WHAT TO WORK ON:
A picture-free, exact transcript of the entries below is required.

EXTRACTED RECORDS:
>>>>

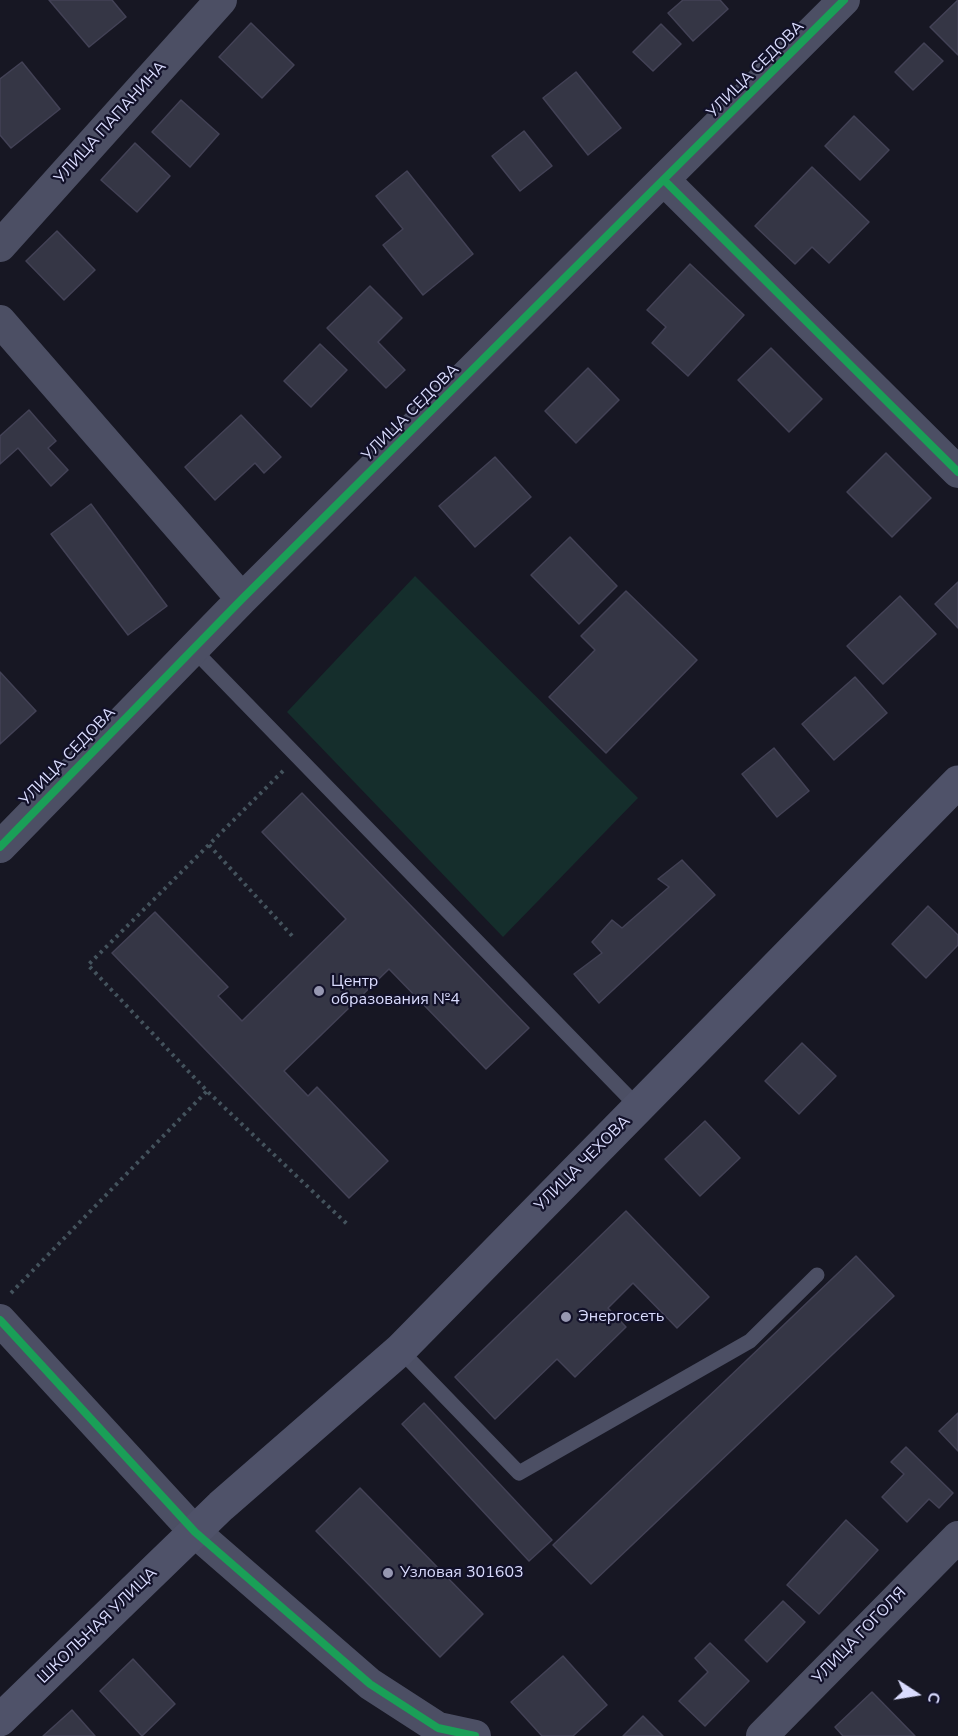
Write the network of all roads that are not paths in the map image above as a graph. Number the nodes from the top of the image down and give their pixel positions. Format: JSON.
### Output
{"nodes":[{"id":1,"x":221,"y":0,"type":"edge"},
{"id":2,"x":844,"y":0,"type":"edge"},
{"id":3,"x":665,"y":181,"type":"junction"},
{"id":4,"x":0,"y":246,"type":"edge"},
{"id":5,"x":0,"y":321,"type":"edge"},
{"id":6,"x":958,"y":472,"type":"edge"},
{"id":7,"x":242,"y":599,"type":"junction"},
{"id":8,"x":193,"y":649,"type":"junction"},
{"id":9,"x":958,"y":782,"type":"edge"},
{"id":10,"x":0,"y":847,"type":"edge"},
{"id":11,"x":639,"y":1108,"type":"junction"},
{"id":12,"x":817,"y":1275,"type":"dead end"},
{"id":13,"x":4,"y":1307,"type":"edge"},
{"id":14,"x":400,"y":1350,"type":"junction"},
{"id":15,"x":195,"y":1532,"type":"junction"},
{"id":16,"x":958,"y":1537,"type":"edge"},
{"id":17,"x":0,"y":1720,"type":"edge"},
{"id":18,"x":434,"y":1732,"type":"edge"},
{"id":19,"x":475,"y":1736,"type":"edge"},
{"id":20,"x":762,"y":1736,"type":"edge"}],
"edges":[{"from":1,"to":4,"type":"street","name":"УЛИЦА ПАПАНИНА"},
{"from":2,"to":3,"type":"street","name":"УЛИЦА СЕДОВА"},
{"from":3,"to":6,"type":"street"},
{"from":3,"to":7,"type":"street","name":"УЛИЦА СЕДОВА"},
{"from":5,"to":7,"type":"street"},
{"from":7,"to":8,"type":"street","name":"УЛИЦА СЕДОВА"},
{"from":8,"to":10,"type":"street","name":"УЛИЦА СЕДОВА"},
{"from":8,"to":11,"type":"lane"},
{"from":9,"to":11,"type":"main road","name":"УЛИЦА ЧЕХОВА"},
{"from":11,"to":14,"type":"main road","name":"УЛИЦА ЧЕХОВА"},
{"from":12,"to":14,"type":"lane"},
{"from":13,"to":15,"type":"street"},
{"from":14,"to":15,"type":"main road","name":"УЛИЦА ЧЕХОВА"},
{"from":15,"to":17,"type":"main road","name":"ШКОЛЬНАЯ УЛИЦА"},
{"from":15,"to":18,"type":"street"},
{"from":16,"to":20,"type":"street","name":"УЛИЦА ГОГОЛЯ"},
{"from":18,"to":19,"type":"street"}]}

<<<<

ANSWER SECTION:
Write the network of all roads that are not paths in the map image above as a graph. Number the nodes from the top of the image down and give their pixel positions. Format: JSON.
### Output
{"nodes":[{"id":1,"x":221,"y":0,"type":"edge"},
{"id":2,"x":844,"y":0,"type":"edge"},
{"id":3,"x":665,"y":181,"type":"junction"},
{"id":4,"x":0,"y":246,"type":"edge"},
{"id":5,"x":0,"y":321,"type":"edge"},
{"id":6,"x":958,"y":472,"type":"edge"},
{"id":7,"x":242,"y":599,"type":"junction"},
{"id":8,"x":193,"y":649,"type":"junction"},
{"id":9,"x":958,"y":782,"type":"edge"},
{"id":10,"x":0,"y":847,"type":"edge"},
{"id":11,"x":639,"y":1108,"type":"junction"},
{"id":12,"x":817,"y":1275,"type":"dead end"},
{"id":13,"x":4,"y":1307,"type":"edge"},
{"id":14,"x":400,"y":1350,"type":"junction"},
{"id":15,"x":195,"y":1532,"type":"junction"},
{"id":16,"x":958,"y":1537,"type":"edge"},
{"id":17,"x":0,"y":1720,"type":"edge"},
{"id":18,"x":434,"y":1732,"type":"edge"},
{"id":19,"x":475,"y":1736,"type":"edge"},
{"id":20,"x":762,"y":1736,"type":"edge"}],
"edges":[{"from":1,"to":4,"type":"street","name":"УЛИЦА ПАПАНИНА"},
{"from":2,"to":3,"type":"street","name":"УЛИЦА СЕДОВА"},
{"from":3,"to":6,"type":"street"},
{"from":3,"to":7,"type":"street","name":"УЛИЦА СЕДОВА"},
{"from":5,"to":7,"type":"street"},
{"from":7,"to":8,"type":"street","name":"УЛИЦА СЕДОВА"},
{"from":8,"to":10,"type":"street","name":"УЛИЦА СЕДОВА"},
{"from":8,"to":11,"type":"lane"},
{"from":9,"to":11,"type":"main road","name":"УЛИЦА ЧЕХОВА"},
{"from":11,"to":14,"type":"main road","name":"УЛИЦА ЧЕХОВА"},
{"from":12,"to":14,"type":"lane"},
{"from":13,"to":15,"type":"street"},
{"from":14,"to":15,"type":"main road","name":"УЛИЦА ЧЕХОВА"},
{"from":15,"to":17,"type":"main road","name":"ШКОЛЬНАЯ УЛИЦА"},
{"from":15,"to":18,"type":"street"},
{"from":16,"to":20,"type":"street","name":"УЛИЦА ГОГОЛЯ"},
{"from":18,"to":19,"type":"street"}]}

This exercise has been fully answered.